2005 Salt Lake City Annual Meeting (October 16–19, 2005)

Paper No. 4
Presentation Time: 2:30 PM


RAINFORTH, Emma C., School of Theoretical and Applied Science, Ramapo College of New Jersey, 505 Ramapo Valley Rd, Mahwah, NJ 07430, erainfor@ramapo.edu

In 1836, Edward Hitchcock named several footprint morphologies from the Early Jurassic of Connecticut and Massachusetts, classifying these prints in 7 species within the ichnogenus Ornithichnites, and suggested they had been made by large extinct birds. In 1837, Hitchcock provided the name Sauroidichnites for material he thought more reptilian in nature; subsequently, manus prints were found associated with these morphologies. In 1845, Hitchcock changed methodology, renaming his previously-established ichnotaxa, erecting instead names for the animals that made the tracks. However, because valid names already existed, most of the replacement species names are invalid. Additional renaming was undertaken in 1848, 1858 and 1865; the result is a morass of objective and subjective synonyms, further confused by a change in cataloging system and the lack of catalog numbers prior to 1848. 

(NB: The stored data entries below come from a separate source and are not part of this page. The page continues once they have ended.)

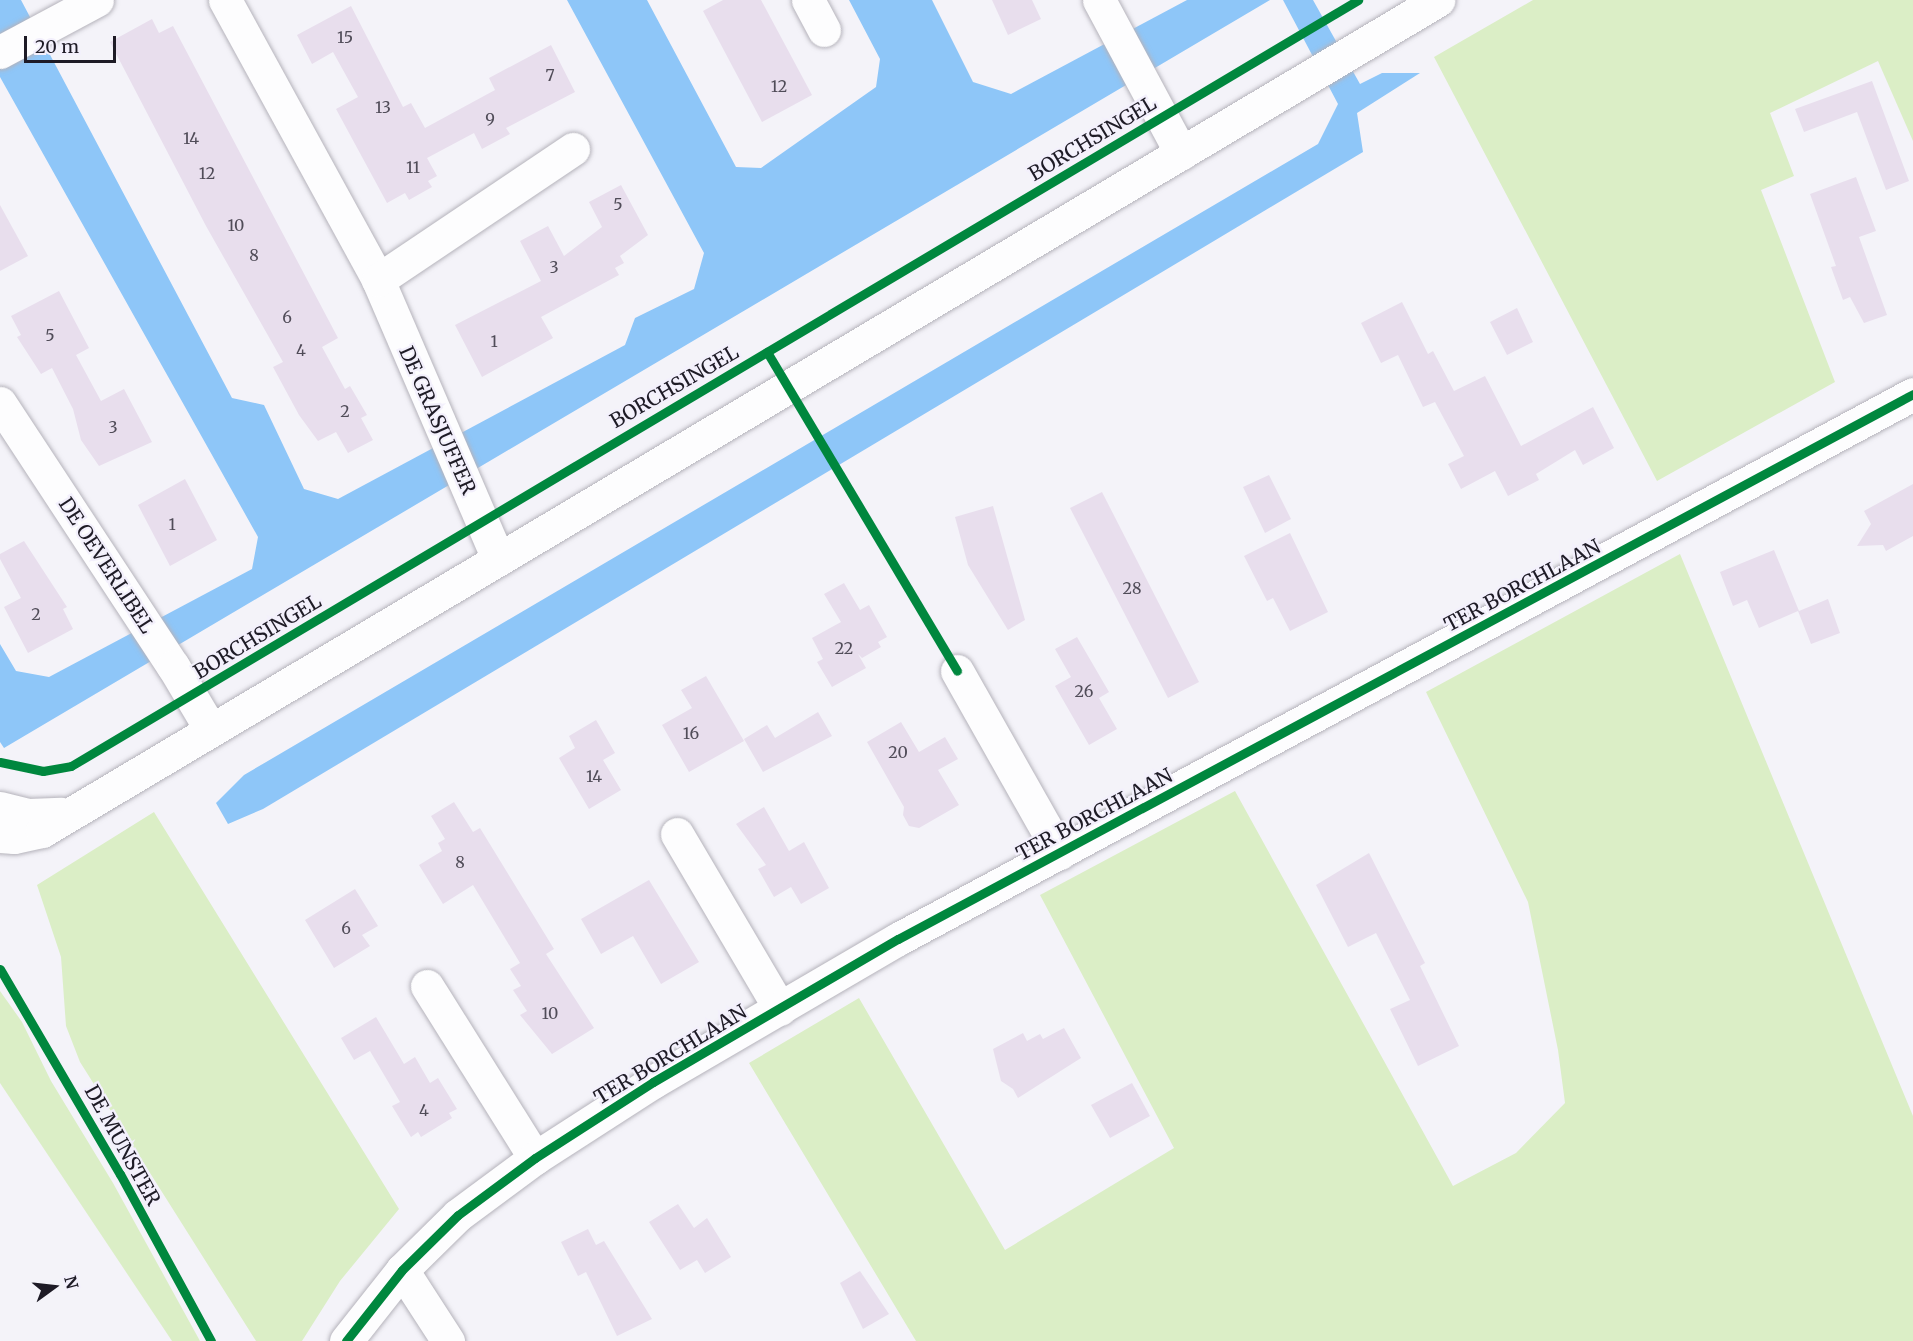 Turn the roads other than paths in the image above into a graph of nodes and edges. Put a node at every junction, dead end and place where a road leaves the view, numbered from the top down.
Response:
1 (97, 0) edge
2 (808, 0) edge
3 (1438, 0) edge
4 (239, 5) edge
5 (1105, 12) edge
6 (824, 30) dead end
7 (0, 52) edge
8 (573, 149) dead end
9 (1181, 153) junction
10 (378, 280) junction
11 (1913, 394) edge
12 (0, 403) edge
13 (498, 559) junction
14 (957, 671) dead end
15 (211, 730) junction
16 (0, 808) edge
17 (72, 813) junction
18 (677, 834) dead end
19 (0, 836) edge
20 (1060, 853) junction
21 (427, 987) dead end
22 (780, 1009) junction
23 (535, 1158) junction
24 (402, 1270) junction
25 (346, 1341) edge
26 (448, 1341) edge

1 - 7 street
2 - 6 street
3 - 9 street
4 - 10 street, DE GRASJUFFER
5 - 9 street
8 - 10 street
9 - 13 street
10 - 13 street, DE GRASJUFFER
11 - 20 street, TER BORCHLAAN
12 - 15 street, DE OEVERLIBEL
13 - 15 street
14 - 20 street, TER BORCHLAAN
15 - 17 street
16 - 17 street
17 - 19 street
18 - 22 street
20 - 22 street, TER BORCHLAAN
21 - 23 street
22 - 23 street, TER BORCHLAAN
23 - 24 street, TER BORCHLAAN
24 - 25 street, TER BORCHLAAN
24 - 26 street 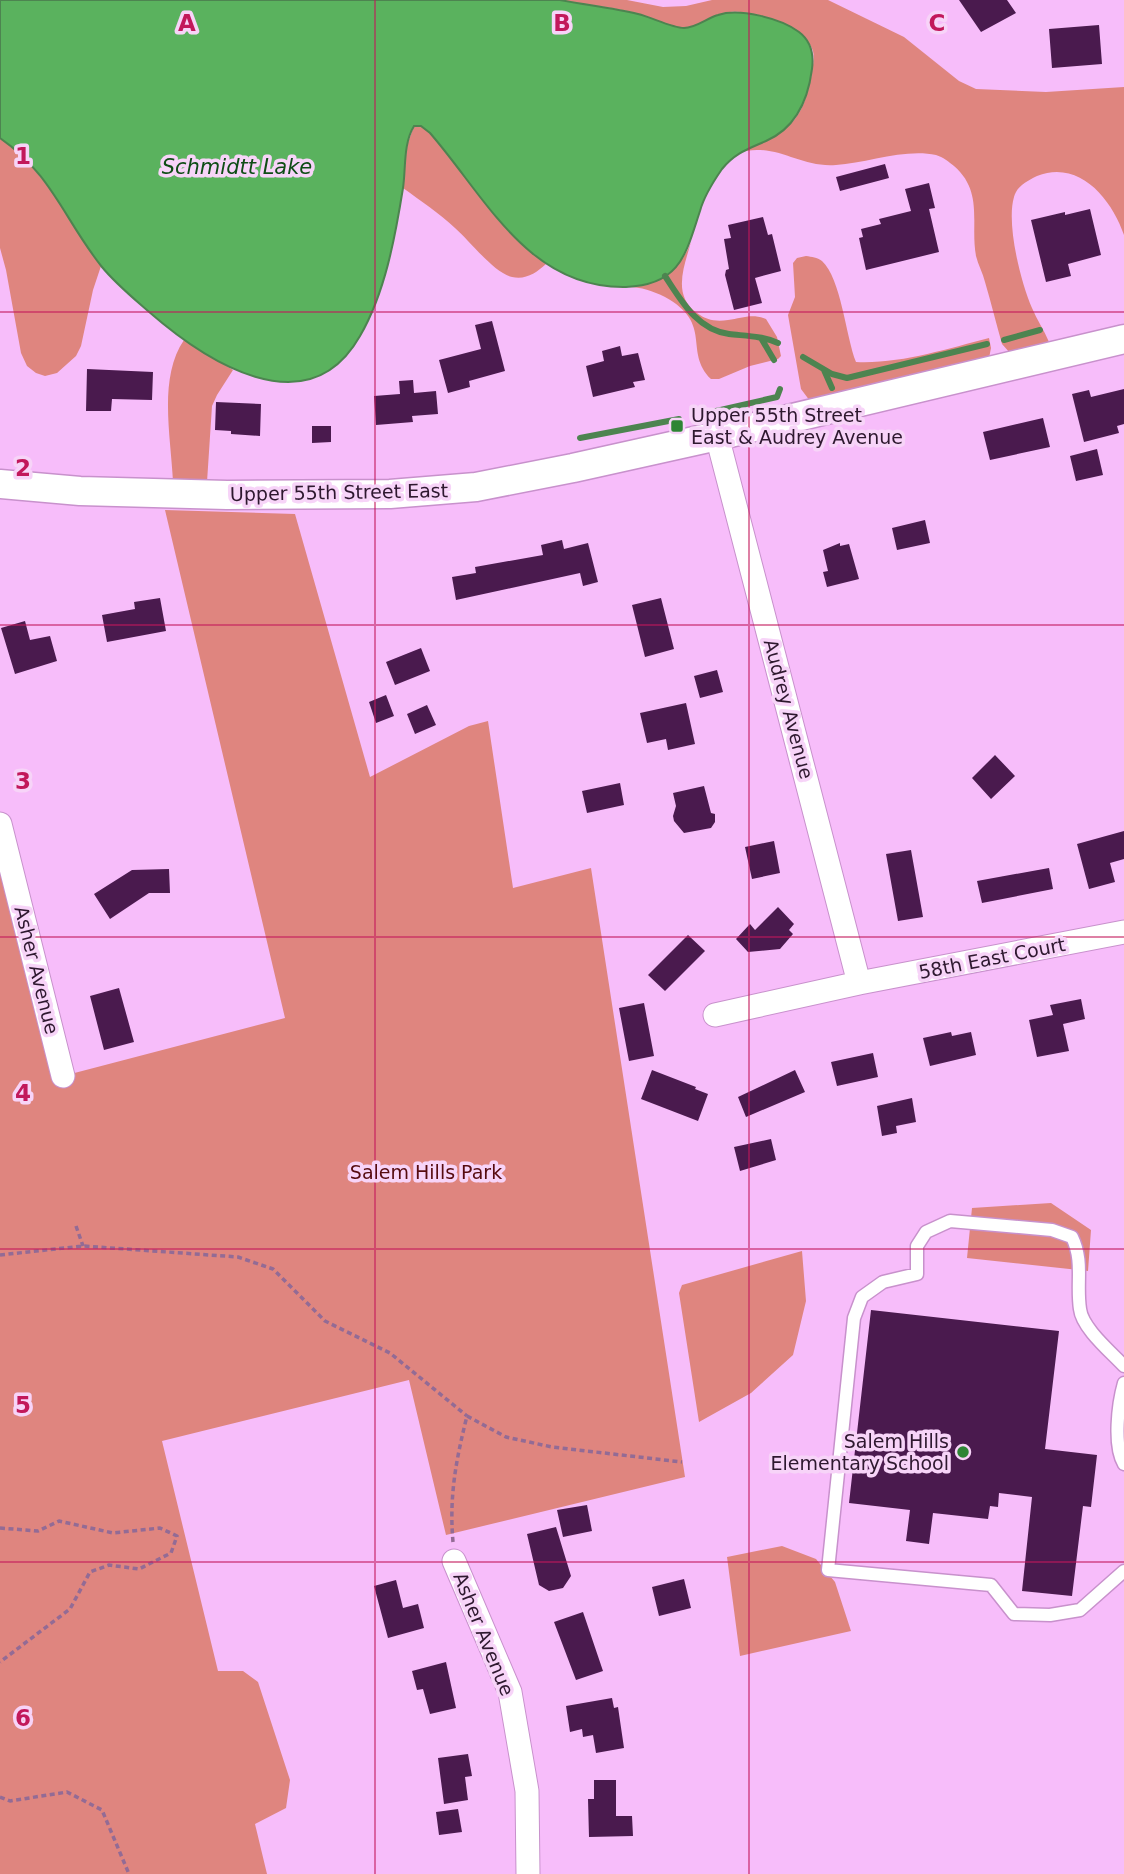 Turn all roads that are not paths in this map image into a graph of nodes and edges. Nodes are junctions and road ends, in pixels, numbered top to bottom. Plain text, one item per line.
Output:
1 (1124, 340) edge
2 (717, 436) junction
3 (0, 484) edge
4 (0, 824) edge
5 (1124, 932) edge
6 (859, 983) junction
7 (715, 1015) dead end
8 (63, 1076) dead end
9 (1124, 1366) edge
10 (1124, 1383) edge
11 (1124, 1464) edge
12 (454, 1561) road end
13 (1124, 1571) edge
14 (528, 1874) edge

1 - 2 street, Upper 55th Street East
2 - 3 street, Upper 55th Street East
2 - 6 street, Audrey Avenue
4 - 8 street, Asher Avenue
5 - 6 street, 58th East Court
6 - 7 street, 58th East Court
9 - 13 lane
10 - 11 lane
12 - 14 street, Asher Avenue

As early as 1843 Hitchcock had suggested there might be an as-yet-unknown group of saurians with feet similar to those of birds. The 1856 Massachusetts discovery of a bipedal tridactyl trackway with a tail drag reaffirmed the notion that there might have been a group of animals intermediate between birds and 'lower vertebrates' (i.e., reptiles); a suggestion also made in Britain in 1854 for Wealden material. Due to his  academic career and preoccupation with his assumed-imminent death, Hitchcock did not explore this further. In 1858, Hitchcock suggested that some of the more saurian-type tracks may have been made by reptiles such as those whose remains had been found in Connecticut and Massachusetts earlier in the 19th century; animals now identified as prosauropods, and theropods. (Some of the prints to which Hitchcock was referring are currently attributed to crocodylomorphs; others to ornithischians.) Meanwhile, in 1862, British workers suggested that the 3-toed prints in the Wealden might have been made by Iguanodon, and while debate raged in Europe as to the affinity of the newly-discovered Archaeopteryx, in the US it was noted that the extremities were, in a general sense, consistent with the anatomy of the still-unidentified Connecticut Valley trackmakers. It was not until 1867 that Cope explicitly stated the still-current view that dinosaurs made most of the bipedal Connecticut Valley prints.